De Man's Resistance to Structuralism: The Exclusion of the Rhetorical

Focusing on Structuralism in his essay Resistance to Theory, Paul De Man discusses how the Structuralist/Semiotic methodology was itself perceived by its proponents as the final correction of misreading. De Man makes explicit the belief that Structuralism was the ultimate and universal grammar of interpretation in his discussion of Greimas:

Greimas disputes the right to use the dignity of "grammar" to describe a reading that would not be committed to universality. Those who have doubts about the semiotic method, he writes, "postulate the necessity of constructing a grammar for each particular text. But the essence (le propre) of a grammar is its ability to account for a large number of texts, and the metaphorical use of the term...fails to hide the fact that one has, in fact, given up the semiotic project" (De Man, 14)

and therefore given up literary theory itself.
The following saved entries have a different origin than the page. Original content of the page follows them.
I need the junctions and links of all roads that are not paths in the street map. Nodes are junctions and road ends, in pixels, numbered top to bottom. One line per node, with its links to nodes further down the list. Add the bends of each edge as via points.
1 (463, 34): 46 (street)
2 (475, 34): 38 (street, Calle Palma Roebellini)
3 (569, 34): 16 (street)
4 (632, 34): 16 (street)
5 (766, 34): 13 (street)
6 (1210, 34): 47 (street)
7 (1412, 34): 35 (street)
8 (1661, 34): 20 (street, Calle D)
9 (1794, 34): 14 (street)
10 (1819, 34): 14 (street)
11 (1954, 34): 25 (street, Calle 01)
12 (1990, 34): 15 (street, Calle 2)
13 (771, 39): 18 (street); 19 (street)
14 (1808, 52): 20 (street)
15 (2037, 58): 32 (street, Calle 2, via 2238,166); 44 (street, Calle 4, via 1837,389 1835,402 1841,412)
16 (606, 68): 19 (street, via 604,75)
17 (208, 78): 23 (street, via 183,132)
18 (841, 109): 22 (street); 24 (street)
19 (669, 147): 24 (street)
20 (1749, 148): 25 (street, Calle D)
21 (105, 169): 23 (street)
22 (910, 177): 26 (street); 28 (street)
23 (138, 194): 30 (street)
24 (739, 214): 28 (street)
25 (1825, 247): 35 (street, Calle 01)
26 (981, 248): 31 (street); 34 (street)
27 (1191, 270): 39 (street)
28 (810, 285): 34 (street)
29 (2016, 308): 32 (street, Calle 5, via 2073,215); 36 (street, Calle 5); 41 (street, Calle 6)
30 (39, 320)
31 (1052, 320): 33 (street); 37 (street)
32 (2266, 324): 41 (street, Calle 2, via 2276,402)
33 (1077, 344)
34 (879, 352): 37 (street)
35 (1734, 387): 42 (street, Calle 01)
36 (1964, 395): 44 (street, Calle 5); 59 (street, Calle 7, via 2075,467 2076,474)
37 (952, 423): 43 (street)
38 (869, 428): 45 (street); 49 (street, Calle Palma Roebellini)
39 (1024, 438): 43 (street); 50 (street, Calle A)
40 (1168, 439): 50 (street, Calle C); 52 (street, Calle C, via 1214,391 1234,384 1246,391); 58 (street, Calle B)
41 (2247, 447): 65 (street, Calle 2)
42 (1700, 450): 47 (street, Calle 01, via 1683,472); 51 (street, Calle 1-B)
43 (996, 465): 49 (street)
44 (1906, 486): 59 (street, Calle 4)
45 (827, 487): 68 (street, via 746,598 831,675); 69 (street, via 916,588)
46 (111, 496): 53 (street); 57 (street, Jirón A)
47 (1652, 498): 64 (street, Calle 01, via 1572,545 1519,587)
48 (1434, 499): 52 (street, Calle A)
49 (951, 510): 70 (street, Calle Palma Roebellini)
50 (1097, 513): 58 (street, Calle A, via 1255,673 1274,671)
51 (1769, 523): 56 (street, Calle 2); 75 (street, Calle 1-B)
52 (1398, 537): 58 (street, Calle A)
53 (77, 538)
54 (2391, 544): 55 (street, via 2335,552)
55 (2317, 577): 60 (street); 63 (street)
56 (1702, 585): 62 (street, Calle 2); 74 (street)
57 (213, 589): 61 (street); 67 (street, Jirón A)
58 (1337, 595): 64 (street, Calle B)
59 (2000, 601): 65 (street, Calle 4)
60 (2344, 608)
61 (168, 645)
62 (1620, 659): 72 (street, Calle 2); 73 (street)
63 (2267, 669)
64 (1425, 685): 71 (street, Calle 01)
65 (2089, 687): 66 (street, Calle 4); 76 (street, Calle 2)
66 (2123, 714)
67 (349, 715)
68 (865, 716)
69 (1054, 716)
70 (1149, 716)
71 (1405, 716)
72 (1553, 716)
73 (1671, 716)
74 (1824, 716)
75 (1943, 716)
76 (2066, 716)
According to De Man "there is no doubt that what is here prudently called 'a large number' implies the hope at least of a future model that would in fact be applicable to the generation of all texts (De Man, 14)." For Structuralists such as Greimas, the method being developed to analyze "deep grammars" was believed to be not one of several possible means of interpreting literary works but instead a process on the verge of discovering a universal "grammar" that could be used to approach all texts in the world. Simply restated, the Structuralists sought a "unified theory" of language, modeling and interpretation, and they believed the answer lay in grammar.
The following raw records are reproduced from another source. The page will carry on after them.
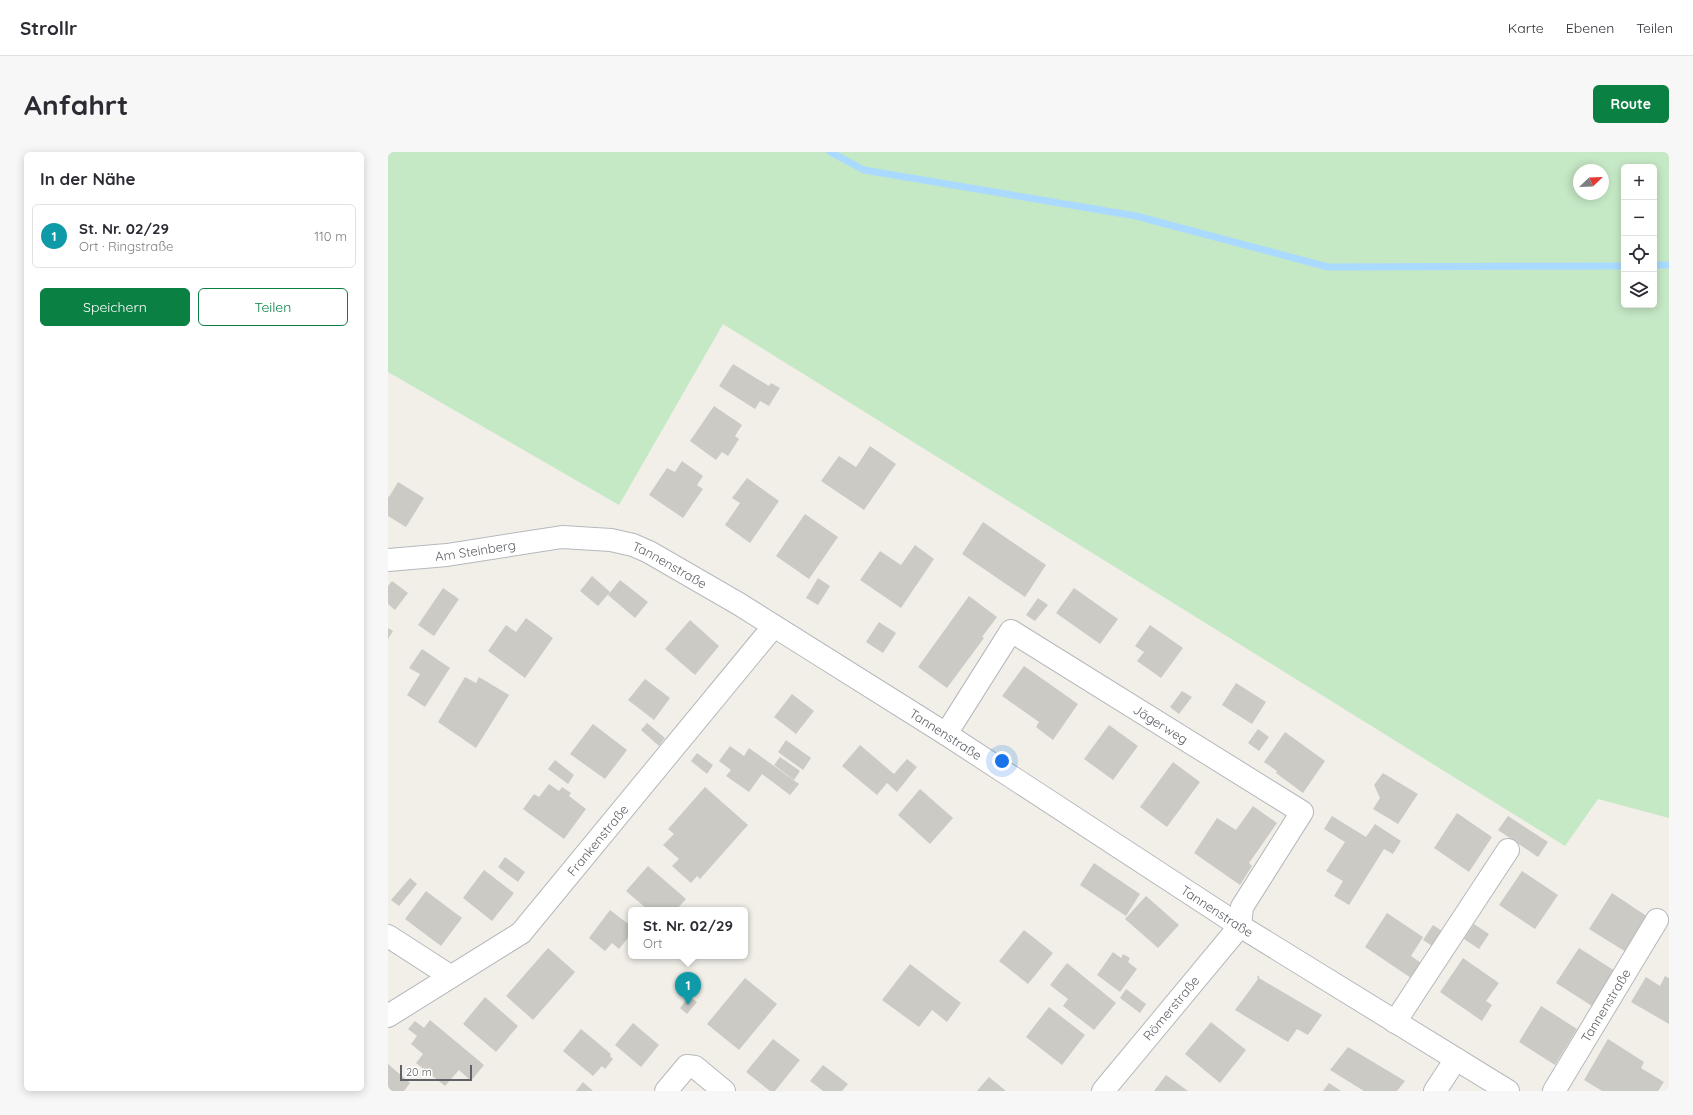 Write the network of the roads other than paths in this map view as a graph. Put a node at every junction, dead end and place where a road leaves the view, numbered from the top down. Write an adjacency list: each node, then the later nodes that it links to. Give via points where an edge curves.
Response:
1 (562, 537): 2 (street, Am Steinberg, via 447,555); 3 (street, Tannenstraße, via 633,544 739,604)
2 (388, 560)
3 (773, 627): 4 (street, Tannenstraße); 9 (street, Frankenstraße, via 521,934)
4 (946, 734): 7 (street, Tannenstraße); 7 (street, Jägerweg, via 1011,631 1302,812 1242,907)
5 (1508, 850): 11 (street)
6 (1657, 920): 18 (street, Tannenstraße)
7 (1240, 926): 11 (street, Tannenstraße); 15 (street, Römerstraße)
8 (388, 936): 9 (street)
9 (450, 976): 10 (street, Frankenstraße)
10 (388, 1016)
11 (1395, 1022): 12 (street, Tannenstraße)
12 (1456, 1059): 16 (street); 17 (street, Tannenstraße)
13 (666, 1091): 14 (street, via 686,1066 695,1067)
14 (724, 1091)
15 (1102, 1091)
16 (1435, 1091)
17 (1508, 1091)
18 (1554, 1091) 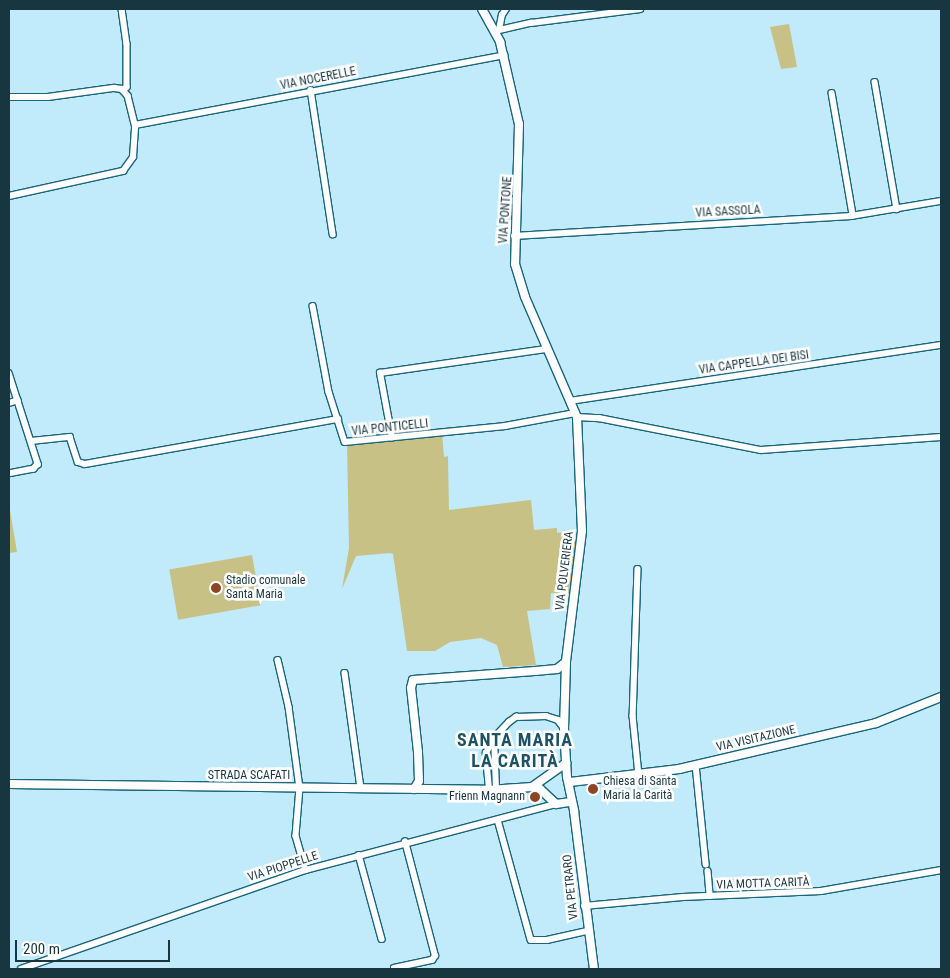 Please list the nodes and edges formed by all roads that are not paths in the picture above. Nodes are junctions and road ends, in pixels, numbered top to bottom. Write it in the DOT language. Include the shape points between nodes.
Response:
graph roads {
  1 [pos="122,9"];
  2 [pos="482,9"];
  3 [pos="506,9"];
  4 [pos="640,9"];
  5 [pos="500,12"];
  6 [pos="497,30"];
  7 [pos="504,55"];
  8 [pos="875,82"];
  9 [pos="311,90"];
  10 [pos="124,91"];
  11 [pos="832,93"];
  12 [pos="9,97"];
  13 [pos="135,125"];
  14 [pos="9,196"];
  15 [pos="941,201"];
  16 [pos="897,209"];
  17 [pos="853,215"];
  18 [pos="333,234"];
  19 [pos="514,236"];
  20 [pos="313,306"];
  21 [pos="941,345"];
  22 [pos="547,349"];
  23 [pos="9,373"];
  24 [pos="18,400"];
  25 [pos="570,401"];
  26 [pos="9,403"];
  27 [pos="576,415"];
  28 [pos="338,419"];
  29 [pos="941,437"];
  30 [pos="392,438"];
  31 [pos="31,441"];
  32 [pos="9,474"];
  33 [pos="638,569"];
  34 [pos="278,660"];
  35 [pos="566,662"];
  36 [pos="557,668"];
  37 [pos="345,673"];
  38 [pos="565,674"];
  39 [pos="941,697"];
  40 [pos="564,728"];
  41 [pos="566,763"];
  42 [pos="696,765"];
  43 [pos="639,775"];
  44 [pos="570,782"];
  45 [pos="9,784"];
  46 [pos="532,787"];
  47 [pos="300,788"];
  48 [pos="361,788"];
  49 [pos="414,789"];
  50 [pos="493,789"];
  51 [pos="571,802"];
  52 [pos="556,804"];
  53 [pos="498,820"];
  54 [pos="405,842"];
  55 [pos="359,855"];
  56 [pos="706,864"];
  57 [pos="306,870"];
  58 [pos="941,870"];
  59 [pos="708,871"];
  60 [pos="710,896"];
  61 [pos="584,906"];
  62 [pos="587,931"];
  63 [pos="382,939"];
  64 [pos="394,968"];
  65 [pos="21,969"];
  66 [pos="594,969"];
  1 -- 10 [label="street" via="127,44 127,87"];
  2 -- 6 [label="street, VIA PONTONE"];
  3 -- 5 [label="street"];
  4 -- 6 [label="street"];
  5 -- 6 [label="street"];
  6 -- 7 [label="street, VIA PONTONE"];
  7 -- 9 [label="street, VIA NOCERELLE"];
  7 -- 19 [label="street, VIA PONTONE" via="519,124 520,172"];
  8 -- 16 [label="street"];
  9 -- 13 [label="street, VIA NOCERELLE"];
  9 -- 18 [label="street"];
  10 -- 12 [label="street" via="114,88 48,98"];
  10 -- 13 [label="street"];
  11 -- 17 [label="street"];
  13 -- 14 [label="street" via="133,157 123,171"];
  15 -- 16 [label="street, VIA SASSOLA"];
  16 -- 17 [label="street, VIA SASSOLA"];
  17 -- 19 [label="street, VIA SASSOLA"];
  19 -- 22 [label="street, VIA PONTONE" via="515,264 525,298"];
  20 -- 28 [label="street, VIA PONTICELLI" via="329,392"];
  21 -- 25 [label="street, VIA CAPPELLA DEI BISI"];
  22 -- 25 [label="street, VIA PONTONE"];
  22 -- 30 [label="street" via="380,373"];
  23 -- 24 [label="street"];
  24 -- 26 [label="street"];
  24 -- 31 [label="street"];
  25 -- 27 [label="street, VIA PONTONE"];
  27 -- 29 [label="street" via="761,450"];
  27 -- 30 [label="street, VIA PONTICELLI"];
  27 -- 35 [label="street, VIA POLVERIERA" via="581,538"];
  28 -- 30 [label="street, VIA PONTICELLI" via="345,442"];
  28 -- 31 [label="street" via="85,464 78,462 70,437"];
  31 -- 32 [label="street" via="37,466"];
  33 -- 43 [label="street" via="633,716"];
  34 -- 47 [label="street" via="289,706"];
  35 -- 36 [label="street"];
  35 -- 38 [label="street, VIA POLVERIERA"];
  36 -- 38 [label="street"];
  36 -- 49 [label="street" via="413,680 419,781"];
  37 -- 48 [label="street"];
  38 -- 40 [label="street, VIA POLVERIERA"];
  39 -- 42 [label="street, VIA VISITAZIONE" via="876,723"];
  40 -- 41 [label="street"];
  40 -- 50 [label="street" via="553,717 516,717 494,738 486,753"];
  41 -- 44 [label="street, VIA PETRARO"];
  41 -- 46 [label="street"];
  42 -- 43 [label="street, VIA VISITAZIONE"];
  42 -- 56 [label="street"];
  43 -- 44 [label="street, VIA VISITAZIONE"];
  44 -- 51 [label="street, VIA PETRARO"];
  45 -- 47 [label="street, STRADA SCAFATI"];
  46 -- 50 [label="street"];
  46 -- 52 [label="street" via="544,792"];
  47 -- 48 [label="street, STRADA SCAFATI"];
  47 -- 57 [label="street" via="296,836"];
  48 -- 49 [label="street, STRADA SCAFATI"];
  49 -- 50 [label="street, STRADA SCAFATI"];
  51 -- 52 [label="street"];
  51 -- 61 [label="street, VIA PETRARO"];
  52 -- 53 [label="street, VIA PIOPPELLE"];
  53 -- 54 [label="street, VIA PIOPPELLE"];
  53 -- 62 [label="street" via="531,940 547,940"];
  54 -- 55 [label="street, VIA PIOPPELLE"];
  54 -- 64 [label="street" via="435,956 432,960"];
  55 -- 57 [label="street, VIA PIOPPELLE"];
  55 -- 63 [label="street"];
  57 -- 65 [label="street, VIA PIOPPELLE"];
  58 -- 60 [label="street, VIA MOTTA CARITÀ" via="829,890"];
  59 -- 60 [label="street"];
  60 -- 61 [label="street, VIA MOTTA CARITÀ"];
  61 -- 62 [label="street, VIA PETRARO"];
  62 -- 66 [label="street, VIA PETRARO"];
}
This "deep grammar" that was the focus of the Structuralist approach did indeed make possible the comparative analysis of many objects previously abandoned by or closed off from literary theory. Although the Structuralists shared the New Critics' starting point of rebellion against intention and affect and both sought to bracket aside everything external to the text, the Structuralists' interest lay in the linguistic and structural units of texts and not the New Critics' interest in the organic unity of individual works. This interest in the linguistic or grammatical features found within and between texts opened for the Structuralists both objects and avenues of study that The New Critical approach had excluded. By rewriting all things in nature as objects of language approachable through linguistic means, the Structuralist/Semiotic method made it possible for analysts such as Louis Martin, for example, to conceptualize Disneyland as a text and therefore approach a tour of the park as he would a narrative, an avenue of study impossible for the New Critics. As described by Julia Kristeva, critical science (in this case, The Critical Theory, or Semiotics) was not simply a way to interpret meaning from individual works; it was itself a language or grammar forming a theory of theories, a self-correcting scientific model which served to facilitate the understanding of how other models work, applicable to all aspects of reality, not just literary constructions.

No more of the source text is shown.